Sandy the Reluctant Nudist (also known as The Reluctant Nudist, Sandy the Reluctant Nature Girl and Sandy) is a 1966 British nudist film directed by Stanley Pelc and starring Annette Briand and Jeremy Howes. It was produced by Michael Deeley; his girlfriend wrote the script and his mother did continuity.

==Premise==
18-year-old Sandy is supsicious when her boyfriend David is sometimes unable to see her at weekends. She hides in his car and discovers he is visiting a nudist camp where he is the star swimmer. When she is discovered, David's friends Allan and Bridget show her around the camp, and she decides to join.

==Cast==
- Annette Briand as Sandy
- Jeremy Howes as David
- Vivienne Taylor as Bridget
- Peter Benison as Allan
- John Atkinson as detective
- Mary Chapman as Mrs.
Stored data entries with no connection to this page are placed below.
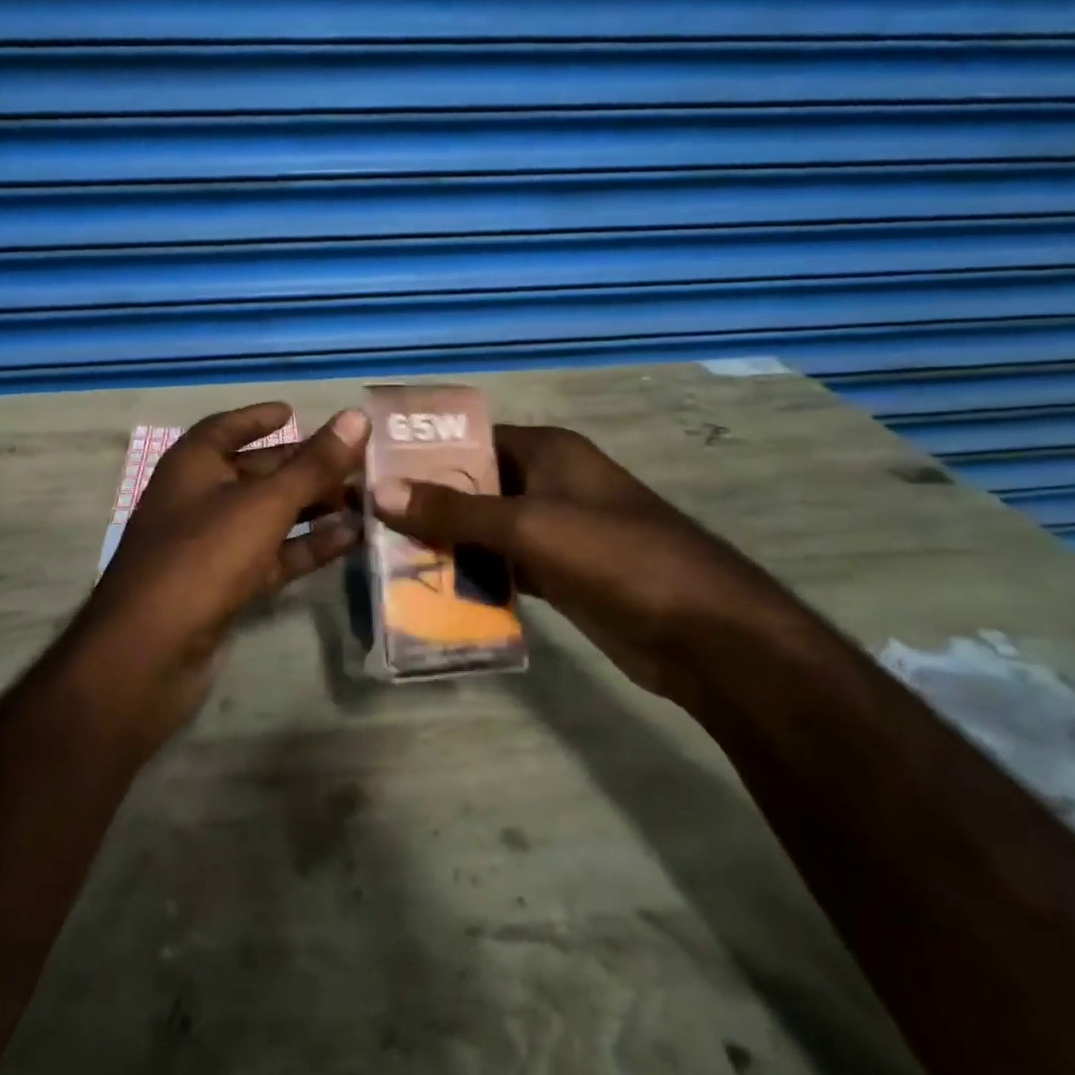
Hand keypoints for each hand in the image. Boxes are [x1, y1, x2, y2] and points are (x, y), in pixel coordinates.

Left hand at [73, 402, 369, 745]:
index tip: (294, 411)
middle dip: (304, 467)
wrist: (150, 654)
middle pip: (257, 472)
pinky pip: (272, 555)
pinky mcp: (225, 586)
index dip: (259, 418)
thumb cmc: (204, 556)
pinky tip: (350, 539)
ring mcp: (211, 545)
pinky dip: (306, 546)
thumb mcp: (264, 503)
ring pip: (269, 516)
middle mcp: (199, 498)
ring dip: (313, 507)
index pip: (228, 427)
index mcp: (193, 464)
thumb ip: (314, 464)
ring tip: (365, 499)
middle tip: (356, 461)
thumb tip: (357, 417)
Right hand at [371, 425, 784, 691]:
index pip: (471, 440)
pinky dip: (475, 575)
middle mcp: (550, 482)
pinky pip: (505, 565)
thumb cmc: (615, 556)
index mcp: (548, 451)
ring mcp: (557, 529)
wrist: (703, 633)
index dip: (424, 454)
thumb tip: (380, 490)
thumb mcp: (529, 525)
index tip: (373, 474)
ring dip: (448, 543)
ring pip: (487, 529)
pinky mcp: (561, 572)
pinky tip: (434, 591)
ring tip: (389, 559)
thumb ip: (455, 509)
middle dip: (429, 504)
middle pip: (475, 485)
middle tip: (371, 523)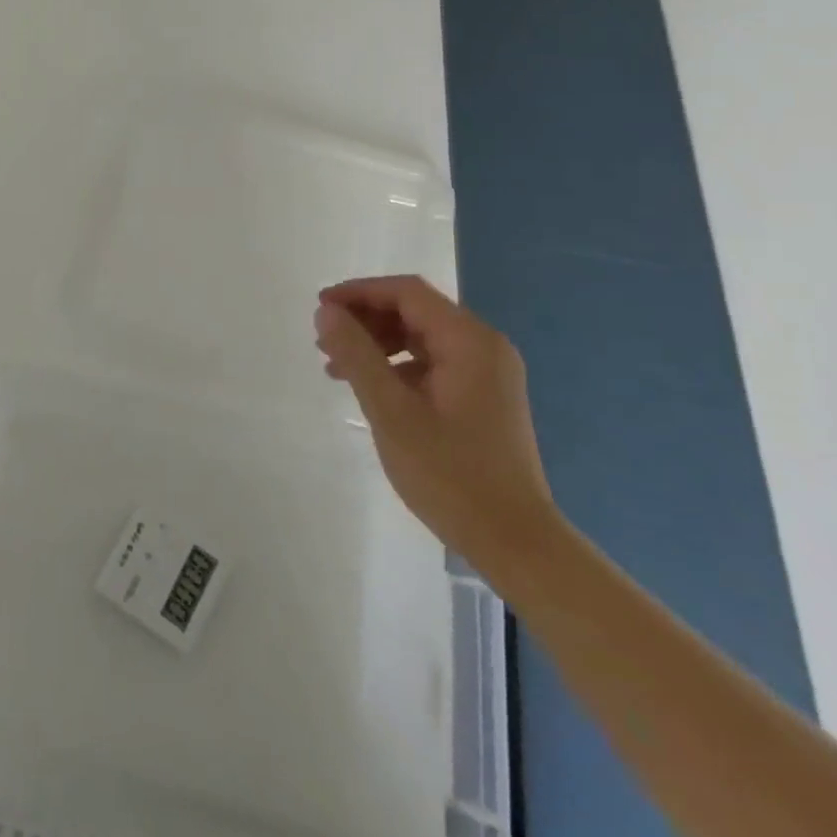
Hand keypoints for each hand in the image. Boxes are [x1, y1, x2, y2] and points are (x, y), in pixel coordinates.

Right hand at [314, 275, 557, 570]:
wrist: (516, 543)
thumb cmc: (450, 474)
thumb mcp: (391, 411)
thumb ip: (357, 355)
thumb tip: (326, 313)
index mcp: (470, 342)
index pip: (407, 293)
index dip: (359, 293)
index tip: (320, 310)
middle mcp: (484, 347)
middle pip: (415, 311)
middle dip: (365, 319)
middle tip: (324, 342)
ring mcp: (488, 373)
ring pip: (421, 337)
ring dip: (377, 343)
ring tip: (337, 367)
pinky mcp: (483, 397)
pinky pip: (433, 363)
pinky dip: (397, 365)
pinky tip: (370, 389)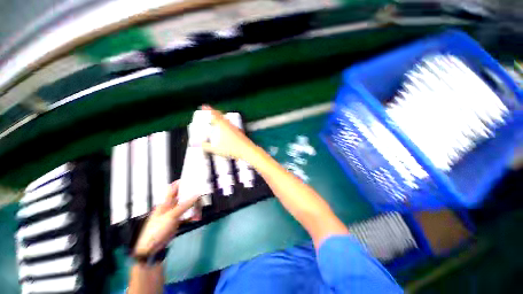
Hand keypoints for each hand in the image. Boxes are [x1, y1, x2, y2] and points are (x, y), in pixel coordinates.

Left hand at [134, 180, 199, 255]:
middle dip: (191, 196)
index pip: (173, 189)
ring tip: (199, 211)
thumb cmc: (157, 229)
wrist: (152, 248)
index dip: (180, 183)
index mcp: (165, 203)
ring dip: (193, 208)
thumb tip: (197, 194)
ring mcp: (174, 214)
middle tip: (201, 195)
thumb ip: (185, 205)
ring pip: (186, 207)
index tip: (190, 179)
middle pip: (182, 197)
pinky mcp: (177, 222)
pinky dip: (192, 216)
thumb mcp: (172, 215)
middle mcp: (170, 206)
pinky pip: (187, 216)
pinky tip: (196, 218)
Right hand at [200, 105, 258, 160]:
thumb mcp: (215, 149)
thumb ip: (207, 146)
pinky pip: (230, 125)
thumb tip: (202, 144)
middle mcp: (229, 124)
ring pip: (227, 120)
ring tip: (217, 120)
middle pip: (221, 116)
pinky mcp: (239, 132)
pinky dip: (226, 125)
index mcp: (222, 125)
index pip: (214, 115)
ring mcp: (235, 128)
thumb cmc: (230, 148)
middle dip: (214, 113)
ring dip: (221, 119)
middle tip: (210, 112)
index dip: (208, 110)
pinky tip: (227, 129)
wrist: (246, 150)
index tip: (204, 106)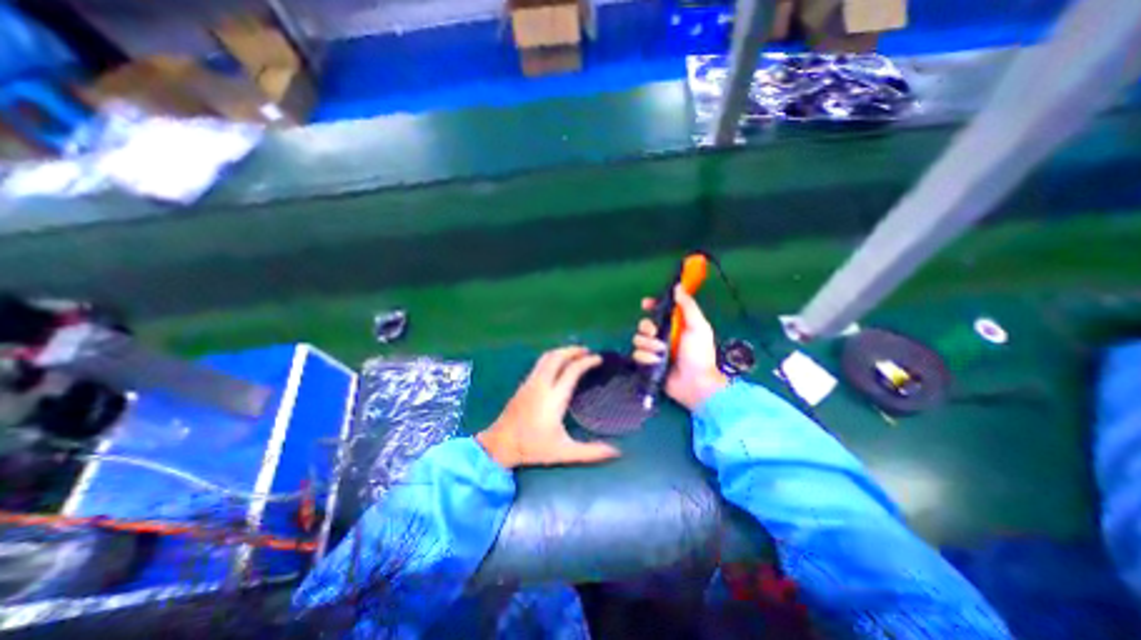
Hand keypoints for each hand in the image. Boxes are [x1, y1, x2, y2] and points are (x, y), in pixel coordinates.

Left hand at [475, 346, 621, 469]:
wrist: (500, 445)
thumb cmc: (533, 447)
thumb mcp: (564, 452)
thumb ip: (591, 452)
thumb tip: (616, 451)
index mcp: (554, 398)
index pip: (572, 370)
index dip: (587, 362)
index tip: (598, 359)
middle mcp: (542, 385)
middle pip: (558, 357)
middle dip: (574, 350)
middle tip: (587, 352)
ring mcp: (530, 382)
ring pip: (547, 357)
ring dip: (562, 352)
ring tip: (575, 354)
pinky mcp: (523, 384)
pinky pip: (540, 363)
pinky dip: (553, 358)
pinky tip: (558, 365)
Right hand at [628, 285, 725, 408]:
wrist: (696, 384)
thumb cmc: (700, 354)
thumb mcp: (698, 326)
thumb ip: (688, 306)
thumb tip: (677, 286)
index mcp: (675, 325)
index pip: (658, 311)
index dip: (651, 305)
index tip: (645, 304)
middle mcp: (662, 336)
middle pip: (643, 324)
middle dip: (646, 327)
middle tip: (655, 333)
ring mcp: (654, 350)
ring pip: (638, 339)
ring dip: (648, 345)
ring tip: (661, 352)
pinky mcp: (648, 364)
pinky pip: (637, 355)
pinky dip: (646, 358)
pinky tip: (656, 362)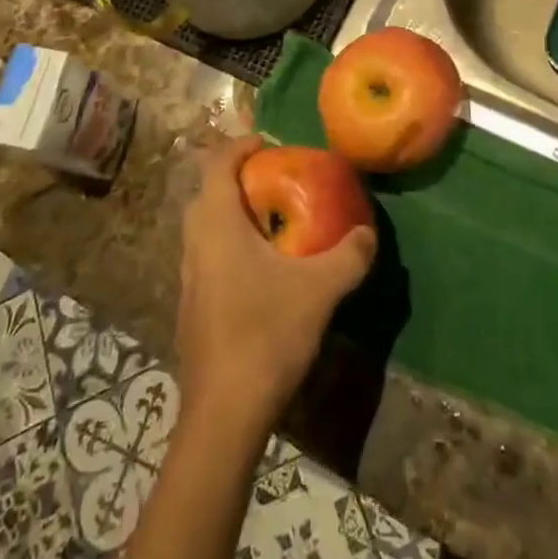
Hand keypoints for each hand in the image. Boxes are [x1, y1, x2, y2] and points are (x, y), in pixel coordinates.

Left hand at [176, 135, 376, 443]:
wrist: (223, 414)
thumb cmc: (265, 334)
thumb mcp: (319, 290)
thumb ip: (348, 256)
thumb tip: (368, 232)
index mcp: (217, 225)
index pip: (217, 164)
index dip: (240, 146)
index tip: (269, 144)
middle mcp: (194, 243)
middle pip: (207, 192)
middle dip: (237, 179)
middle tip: (275, 180)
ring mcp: (188, 277)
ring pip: (205, 227)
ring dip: (233, 214)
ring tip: (272, 221)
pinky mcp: (192, 306)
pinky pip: (208, 255)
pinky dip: (230, 244)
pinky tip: (261, 270)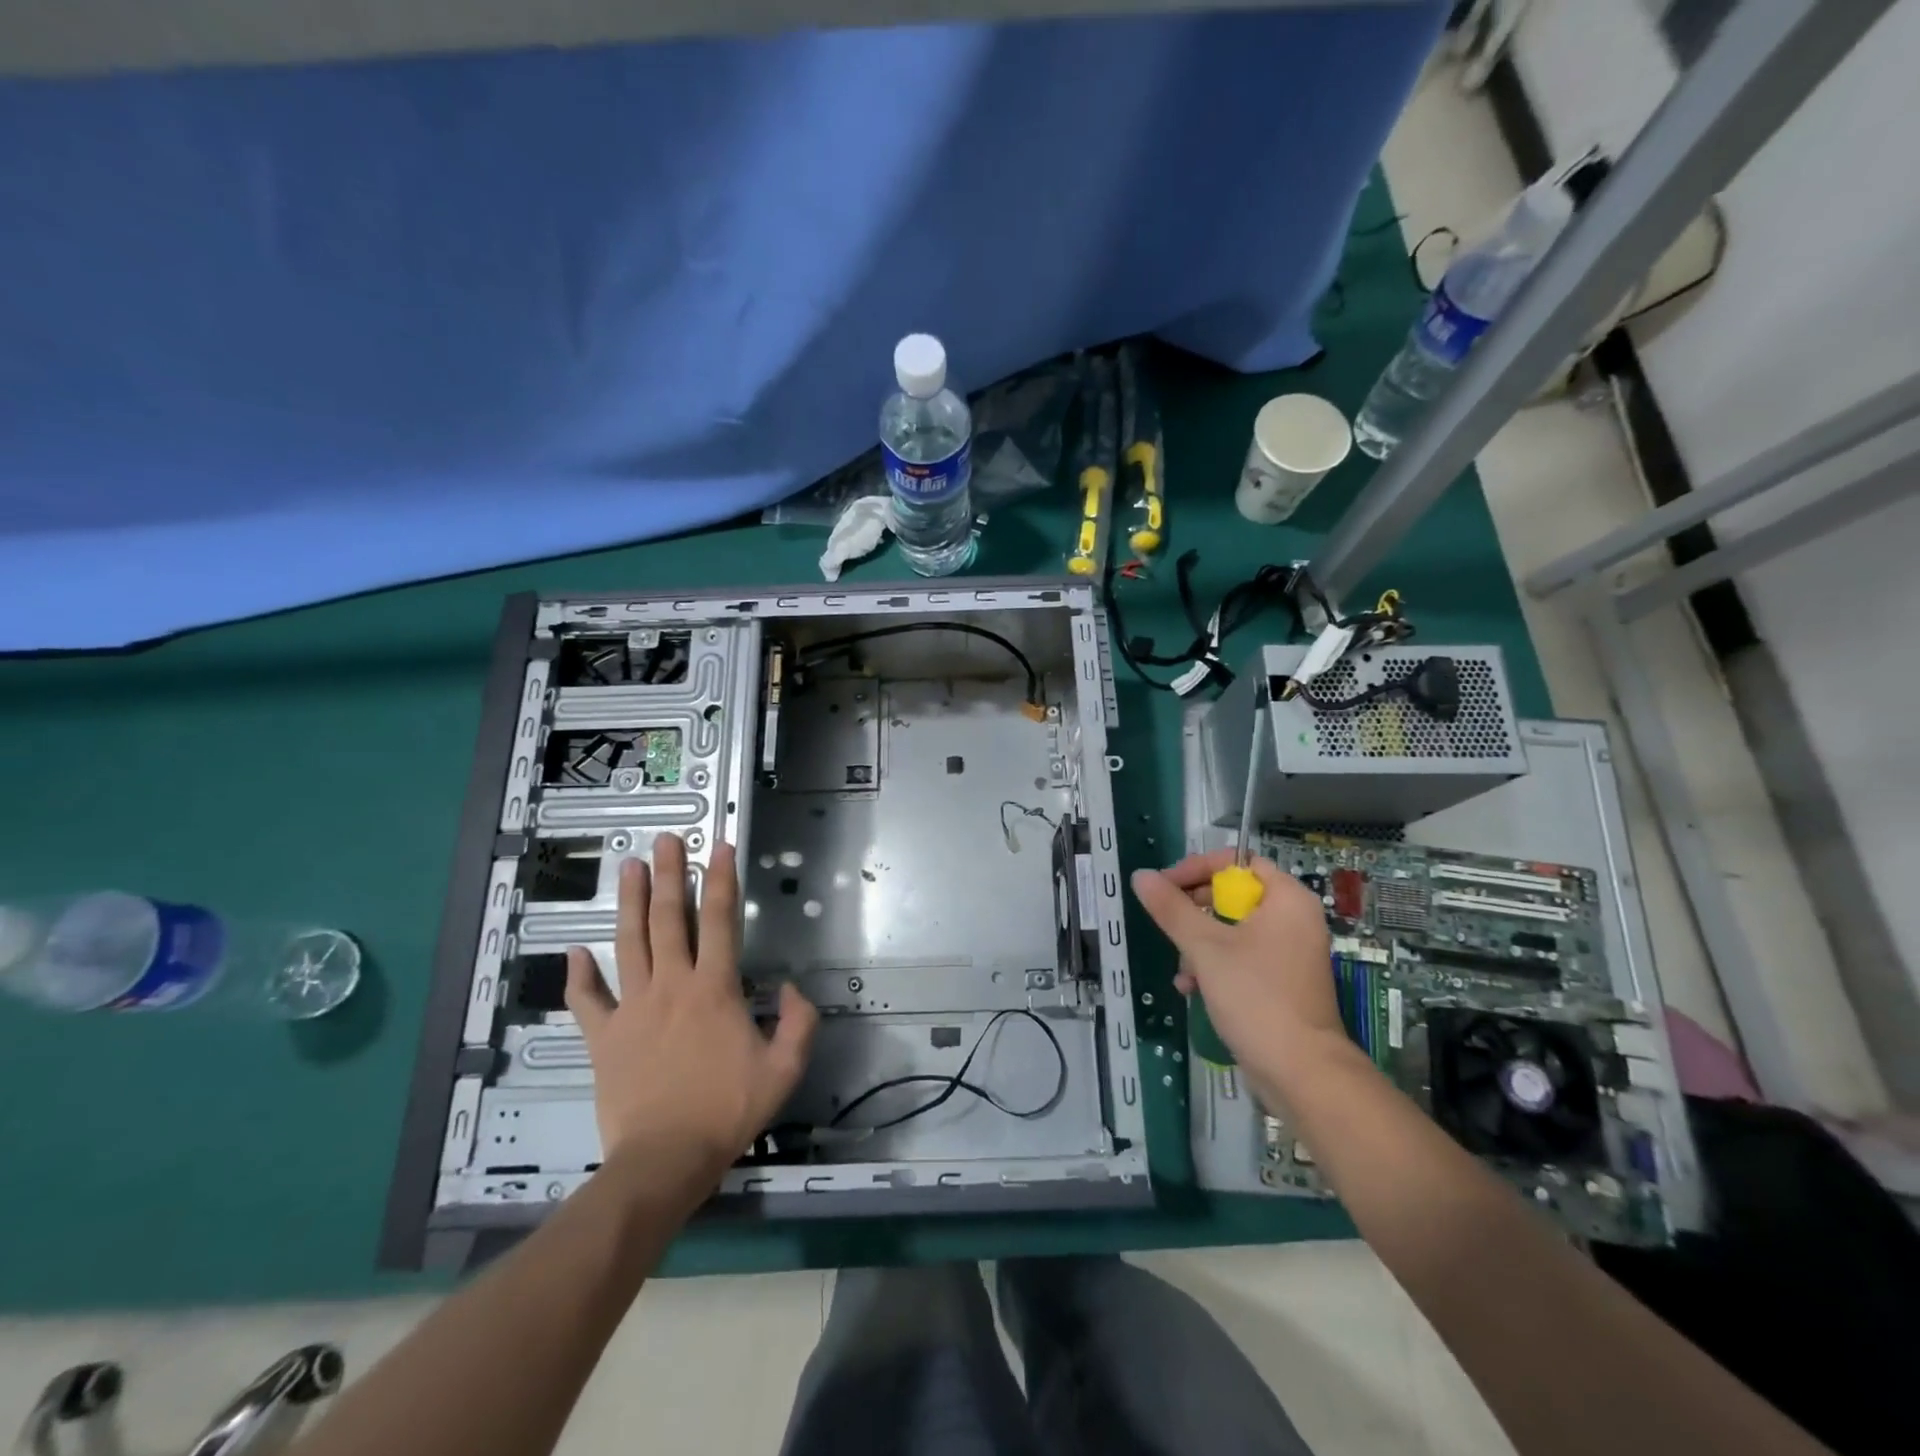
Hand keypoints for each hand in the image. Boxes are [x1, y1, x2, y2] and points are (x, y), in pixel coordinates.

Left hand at [566, 834, 817, 1183]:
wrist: (664, 1159)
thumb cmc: (727, 1111)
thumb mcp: (784, 1069)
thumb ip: (798, 1022)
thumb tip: (791, 988)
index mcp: (714, 989)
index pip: (719, 920)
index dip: (722, 879)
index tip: (719, 846)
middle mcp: (671, 986)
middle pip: (669, 919)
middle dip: (670, 875)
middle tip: (666, 840)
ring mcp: (632, 1009)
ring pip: (628, 944)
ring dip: (629, 904)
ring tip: (629, 868)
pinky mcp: (603, 1037)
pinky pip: (587, 1001)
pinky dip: (578, 976)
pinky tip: (573, 952)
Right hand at [1131, 849, 1348, 1098]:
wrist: (1301, 1073)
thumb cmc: (1256, 996)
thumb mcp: (1205, 947)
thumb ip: (1171, 908)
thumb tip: (1141, 876)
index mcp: (1287, 899)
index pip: (1237, 862)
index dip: (1197, 869)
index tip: (1165, 887)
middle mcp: (1294, 919)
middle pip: (1233, 896)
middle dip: (1194, 913)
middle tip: (1168, 924)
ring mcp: (1290, 952)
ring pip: (1233, 930)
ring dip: (1199, 945)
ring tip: (1182, 970)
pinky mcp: (1282, 982)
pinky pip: (1242, 957)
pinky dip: (1215, 966)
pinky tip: (1192, 988)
Schofield
- Constance Feeher as Mrs. Henderson
- Bertha Russell as Mrs. Dearlove

==Release==
The film was made in 1963 but was not released until 1966.

==Reception==
The Monthly Film Bulletin wrote: "'Within a few minutes the basic situation is presented, and anyone unable to predict what will happen some 40 minutes later would be spectacularly undiscerning. In the interim all runs its dully predictable course through feeble dialogue and acting, plus the usual coyly staid shots of activities and grouped poses by the personnel at a nudist camp – in this instance photographed at Spielplatz Camp, Hertfordshire, which here appears to be blessed with eternal sunshine."